2018 – The WPRA continued to track and educate the public about the state’s legislative bills which override Pasadena’s city planning and zoning regulations.
2019 – The WPRA continued to keep its constituency informed about the state’s housing increase mandates which influence Pasadena’s planning and zoning ordinances.
2020 – WPRA advises Mayor Tornek, City Council and the Planning department for Phase 2 – the “mansionization” Zoning Code Amendment, stating specific suggestions & potential guidelines. Council passes unanimously compatibility guidelines for the flats of Pasadena incorporating much of WPRA’s advice.
WPRA, along with Linda Vista-Annandale Association and Madison Heights Neighborhood Association continue to support Pasadena appealing the SCAG draft 2021-2029 RHNA allocation which would result in an untenable number of out-of-scale, out-of-character, dense, large buildings with related traffic and other infrastructure impacts.

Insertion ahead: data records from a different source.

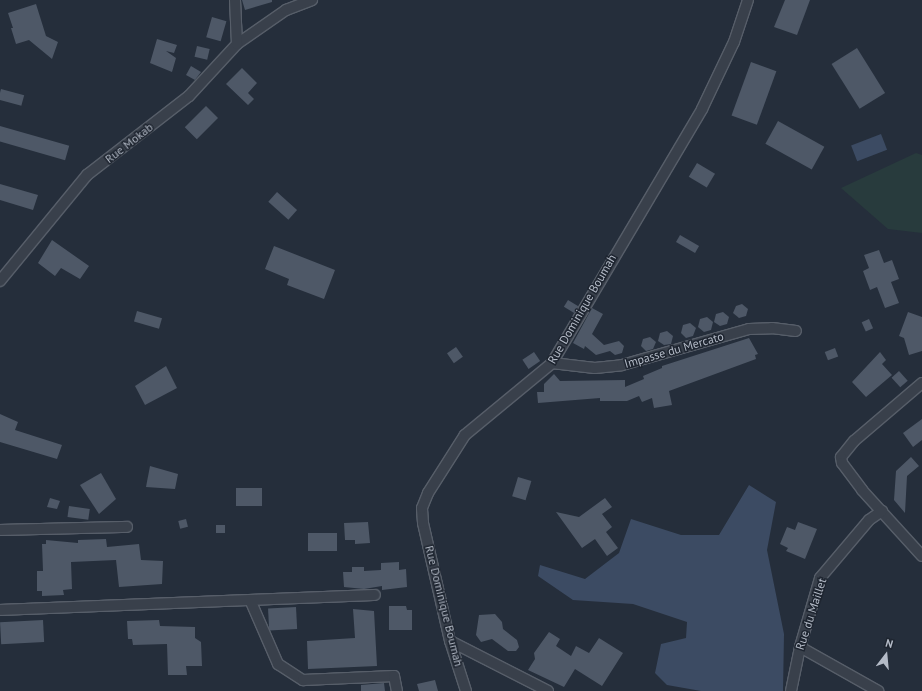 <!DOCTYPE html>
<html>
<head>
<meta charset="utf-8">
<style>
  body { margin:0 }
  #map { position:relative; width:922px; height:691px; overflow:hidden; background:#252e3b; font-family:"PT Sans",sans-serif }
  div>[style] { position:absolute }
  .green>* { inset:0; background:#283b3d }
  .water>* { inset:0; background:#3c4b63; transform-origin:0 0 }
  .building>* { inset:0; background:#4e5867; transform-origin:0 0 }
  .roads { filter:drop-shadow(1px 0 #575e69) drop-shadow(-1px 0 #575e69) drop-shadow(0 1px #575e69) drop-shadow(0 -1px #575e69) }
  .minor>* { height:10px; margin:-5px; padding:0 5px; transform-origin:5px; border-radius:5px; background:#39404b }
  span { translate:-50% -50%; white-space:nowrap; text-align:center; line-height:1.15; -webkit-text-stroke:3px #1e2530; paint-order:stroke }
  .street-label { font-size:12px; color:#b4bbc7 }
  .north { position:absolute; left:866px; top:635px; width:40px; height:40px; -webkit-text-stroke:3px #1e2530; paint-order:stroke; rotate:16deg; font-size:11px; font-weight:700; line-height:16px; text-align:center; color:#b4bbc7 }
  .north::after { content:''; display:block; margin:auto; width:14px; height:18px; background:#b4bbc7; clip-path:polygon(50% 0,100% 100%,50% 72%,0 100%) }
</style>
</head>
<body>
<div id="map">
  <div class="green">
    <i style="clip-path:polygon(916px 153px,922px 155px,922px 233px,888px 229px,841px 188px)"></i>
  </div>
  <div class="water">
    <i style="left:881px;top:134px;width:17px;height:32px;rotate:69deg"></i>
    <i style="clip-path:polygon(749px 485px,776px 502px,767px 550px,784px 634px,783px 691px,701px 691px,667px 685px,655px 673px,661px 644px,686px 638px,687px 622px,633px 604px,573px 600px,538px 576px,540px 565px,585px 579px,619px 553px,631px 519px,681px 535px,719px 535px)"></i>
  </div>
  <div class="building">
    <i style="clip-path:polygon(242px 0,272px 0,272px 2px,245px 10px)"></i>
    <i style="clip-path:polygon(785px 0,810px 0,797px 35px,774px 27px)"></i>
    <i style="clip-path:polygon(36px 4px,46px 36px,58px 42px,52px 59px,29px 40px,16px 44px,11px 28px,13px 28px,8px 13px)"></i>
    <i style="left:212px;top:17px;width:15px;height:21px;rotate:16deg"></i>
    <i style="clip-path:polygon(157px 39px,177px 45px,174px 53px,166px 51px,176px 58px,172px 72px,150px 63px)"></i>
    <i style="left:197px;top:46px;width:13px;height:11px;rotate:13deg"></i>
    <i style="left:857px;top:48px;width:53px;height:30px;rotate:58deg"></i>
    <i style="left:751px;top:62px;width:27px;height:57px;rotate:20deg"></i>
    <i style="clip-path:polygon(191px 66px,201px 72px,195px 80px,186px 75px)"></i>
    <i style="clip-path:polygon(242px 68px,257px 83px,248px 93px,254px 99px,248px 105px,226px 84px)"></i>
    <i style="left:1px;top:89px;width:24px;height:11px;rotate:15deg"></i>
    <i style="left:206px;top:106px;width:17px;height:30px;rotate:45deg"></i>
    <i style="left:778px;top:121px;width:53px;height:26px;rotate:29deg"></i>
    <i style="left:0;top:126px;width:72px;height:15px;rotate:16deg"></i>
    <i style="left:697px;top:163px;width:21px;height:16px;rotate:31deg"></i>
    <i style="clip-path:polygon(0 184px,38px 195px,33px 210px,0 200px)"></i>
    <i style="left:277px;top:192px;width:27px;height:13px;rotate:42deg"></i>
    <i style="left:680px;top:235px;width:22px;height:8px;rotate:30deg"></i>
    <i style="clip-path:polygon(52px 240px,89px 266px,80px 279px,61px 268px,55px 276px,38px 263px)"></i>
    <i style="clip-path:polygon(274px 246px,335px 270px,324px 299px,287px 285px,289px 279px,265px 269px)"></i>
    <i style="clip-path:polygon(879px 250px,884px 263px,892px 260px,899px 279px,891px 282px,899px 303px,885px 308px,877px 287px,870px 290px,863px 271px,869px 268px,864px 255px)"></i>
    <i style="left:568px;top:300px;width:12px;height:8px;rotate:31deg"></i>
    <i style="clip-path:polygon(742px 304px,748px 309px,746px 316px,739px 318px,733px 313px,736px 306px)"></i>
    <i style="clip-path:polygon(592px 308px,603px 314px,592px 334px,604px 345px,619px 341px,624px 346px,622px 353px,615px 355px,610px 351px,596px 355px,585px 346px,584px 349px,573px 343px)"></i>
    <i style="left:137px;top:311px;width:26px;height:11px;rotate:16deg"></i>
    <i style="clip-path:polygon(723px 312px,729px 317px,727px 324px,720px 326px,714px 322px,716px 314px)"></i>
    <i style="clip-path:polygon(908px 312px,922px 317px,922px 351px,909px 355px,904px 338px,899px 336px)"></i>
    <i style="clip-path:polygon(707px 317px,713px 322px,711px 330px,704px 332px,698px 327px,700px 319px)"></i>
    <i style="left:869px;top:319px;width:10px;height:8px;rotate:66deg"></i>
    <i style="clip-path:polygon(690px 323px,696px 328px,693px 336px,686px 338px,681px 333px,683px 325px)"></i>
    <i style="clip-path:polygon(667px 331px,673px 336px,671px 344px,664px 345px,658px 341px,660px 333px)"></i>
    <i style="clip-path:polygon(650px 337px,656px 342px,653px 349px,646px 351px,641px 346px,643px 339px)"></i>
    <i style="clip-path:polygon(749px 338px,758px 354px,755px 355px,756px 359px,669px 391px,672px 405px,654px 408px,652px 398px,642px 402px,639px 396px,627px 401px,600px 401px,600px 398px,538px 403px,537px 392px,544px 392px,544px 384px,554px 374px,560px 381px,625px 380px,625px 387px,644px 379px,643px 376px,662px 368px,662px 366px)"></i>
    <i style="left:456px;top:347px;width:12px;height:11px;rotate:55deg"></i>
    <i style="left:835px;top:348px;width:9px;height:11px;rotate:69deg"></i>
    <i style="left:534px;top:352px;width:11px;height:14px;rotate:56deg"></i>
    <i style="clip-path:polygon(880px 352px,886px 360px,882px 364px,892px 375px,866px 397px,852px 382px)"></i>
    <i style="clip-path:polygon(166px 366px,177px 388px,145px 405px,135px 386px)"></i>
    <i style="left:899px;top:371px;width:13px;height:10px;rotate:48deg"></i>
    <i style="clip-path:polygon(0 414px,18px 422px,15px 430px,62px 445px,57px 459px,0 442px)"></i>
    <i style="clip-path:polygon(922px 419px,922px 440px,913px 447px,903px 433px)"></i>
    <i style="clip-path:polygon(911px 457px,919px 466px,907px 476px,905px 513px,894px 500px,896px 471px)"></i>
    <i style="clip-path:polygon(150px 466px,178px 474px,175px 489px,146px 487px)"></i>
    <i style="clip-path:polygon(101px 473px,116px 499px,99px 514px,80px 485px)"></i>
    <i style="left:518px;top:477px;width:14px;height:20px;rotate:17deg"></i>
    <i style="left:236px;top:488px;width:26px;height:18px"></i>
    <i style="clip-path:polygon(50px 498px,60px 501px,57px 509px,47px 507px)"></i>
    <i style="clip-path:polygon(605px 498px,612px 507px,602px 514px,612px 527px,606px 532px,618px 548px,607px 556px,595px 539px,582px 548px,556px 512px,579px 517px)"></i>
    <i style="left:69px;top:506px;width:21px;height:11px;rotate:8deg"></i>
    <i style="left:186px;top:519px;width:8px;height:8px;rotate:76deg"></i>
    <i style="clip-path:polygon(368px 522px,370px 543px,355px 544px,355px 540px,345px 540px,344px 523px)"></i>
    <i style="clip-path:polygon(798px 522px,817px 529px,805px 559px,786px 551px,788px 548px,780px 544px,787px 527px,795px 530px)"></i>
    <i style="left:216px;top:525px;width:9px;height:8px"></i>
    <i style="left:337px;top:533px;width:18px;height:29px;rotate:90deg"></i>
    <i style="clip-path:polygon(106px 539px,107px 547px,139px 544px,141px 560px,163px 561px,162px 584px,119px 587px,116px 560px,71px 562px,72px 589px,63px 590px,64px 595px,42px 596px,42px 591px,37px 591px,37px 571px,43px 571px,42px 544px,46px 544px,46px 540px,78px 543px,78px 540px)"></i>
    <i style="clip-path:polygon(399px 562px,399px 570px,406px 569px,407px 587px,382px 590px,382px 586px,364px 589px,344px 587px,343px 572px,352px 572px,352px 567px,364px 567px,364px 571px,381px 570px,381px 563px)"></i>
    <i style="clip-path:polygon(389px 606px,406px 606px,407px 610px,412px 610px,412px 630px,389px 630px)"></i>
    <i style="left:296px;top:607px;width:22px;height:28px;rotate:87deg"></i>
    <i style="clip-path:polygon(353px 609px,374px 611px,377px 666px,308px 669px,307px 641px,355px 638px)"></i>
    <i style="clip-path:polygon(495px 614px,502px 622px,503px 629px,517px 640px,519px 647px,516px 651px,508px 651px,492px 639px,481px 642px,476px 635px,479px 615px)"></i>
    <i style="left:43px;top:620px;width:22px;height:43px;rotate:87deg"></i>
    <i style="clip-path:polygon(159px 620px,160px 626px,195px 627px,195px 638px,201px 642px,202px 666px,186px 666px,187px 675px,168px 675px,167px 644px,133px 645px,132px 639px,128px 639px,127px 621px)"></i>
    <i style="clip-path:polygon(549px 632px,560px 639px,556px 646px,571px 656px,576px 646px,589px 653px,599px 638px,623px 653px,602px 686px,575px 669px,564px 687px,528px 670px,535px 659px,534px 653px)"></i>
    <i style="clip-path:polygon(435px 680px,438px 691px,419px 691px,417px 684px)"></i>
    <i style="clip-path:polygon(384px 683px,385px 691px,361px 691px,361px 685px)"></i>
  </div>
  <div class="roads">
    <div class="minor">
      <i style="left:237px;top:44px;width:60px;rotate:-34.8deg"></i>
      <i style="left:286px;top:10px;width:28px;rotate:-21deg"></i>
      <i style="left:0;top:281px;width:137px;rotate:-50.6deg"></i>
      <i style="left:87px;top:175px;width:129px;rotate:-37.8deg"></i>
      <i style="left:189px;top:96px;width:71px;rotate:-47.3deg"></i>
      <i style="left:237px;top:44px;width:44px;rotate:-92.6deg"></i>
      <i style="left:552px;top:363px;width:43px;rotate:6.6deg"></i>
      <i style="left:595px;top:368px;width:27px;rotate:-6deg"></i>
      <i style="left:622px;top:365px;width:132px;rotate:-15.8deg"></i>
      <i style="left:749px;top:329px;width:23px;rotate:-2deg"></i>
      <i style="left:772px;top:328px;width:24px;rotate:7deg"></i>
      <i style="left:922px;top:383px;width:89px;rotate:139.5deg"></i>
      <i style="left:854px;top:441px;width:21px;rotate:129deg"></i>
      <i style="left:841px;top:457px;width:6px;rotate:81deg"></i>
      <i style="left:842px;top:463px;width:34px;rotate:53deg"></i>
      <i style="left:862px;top:490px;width:89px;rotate:47.7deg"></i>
      <i style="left:0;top:530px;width:127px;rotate:-1.4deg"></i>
      <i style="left:251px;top:602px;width:68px;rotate:66.5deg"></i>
      <i style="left:278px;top:664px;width:30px;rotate:33deg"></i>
      <i style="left:303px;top:680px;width:91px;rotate:-2.5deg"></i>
      <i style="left:394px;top:676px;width:15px;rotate:79deg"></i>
      <i style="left:0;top:610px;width:375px;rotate:-2.3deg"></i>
      <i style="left:450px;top:641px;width:110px;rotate:27deg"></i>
      <i style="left:800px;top:647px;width:90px;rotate:29.4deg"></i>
      <i style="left:466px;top:691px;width:52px;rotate:-107.7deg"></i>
      <i style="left:450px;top:641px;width:121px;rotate:-102.9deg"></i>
      <i style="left:423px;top:523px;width:15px;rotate:-94deg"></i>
      <i style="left:422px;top:508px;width:16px;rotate:-68deg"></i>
      <i style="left:428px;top:493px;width:69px;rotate:-57.5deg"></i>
      <i style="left:465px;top:435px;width:113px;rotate:-39.6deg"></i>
      <i style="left:552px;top:363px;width:295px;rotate:-59.4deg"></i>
      <i style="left:702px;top:109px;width:74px;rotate:-64.5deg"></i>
      <i style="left:734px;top:42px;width:44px;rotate:-71.6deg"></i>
      <i style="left:791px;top:691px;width:45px;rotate:-78.4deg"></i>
      <i style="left:800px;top:647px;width:72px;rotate:-73.8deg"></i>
      <i style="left:820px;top:578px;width:76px;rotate:-49.8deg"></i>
      <i style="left:869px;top:520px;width:16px;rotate:-35deg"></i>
    </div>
  </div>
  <div class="street-label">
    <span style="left:129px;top:143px;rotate:-38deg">Rue Mokab</span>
    <span style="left:582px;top:309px;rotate:-60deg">Rue Dominique Boumah</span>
    <span style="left:674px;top:350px;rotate:-16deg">Impasse du Mercato</span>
    <span style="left:444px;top:606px;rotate:76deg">Rue Dominique Boumah</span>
    <span style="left:811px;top:614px;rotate:-72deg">Rue du Maillet</span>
  </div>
  <div class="north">N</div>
</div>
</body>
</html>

2021 – WPRA recommends to Pasadena Senior Planner adjustments to guarantee tree maintenance, density & height reductions of residential units, widening the paseos & deign compatibility.
WPRA strongly opposes SB 9 which will allow up to 8 dwelling units on a lot originally zoned for a single family house.
WPRA strongly opposes SB 10 as an excessive, misguided and fatally flawed attempt to pre-empt local land use control.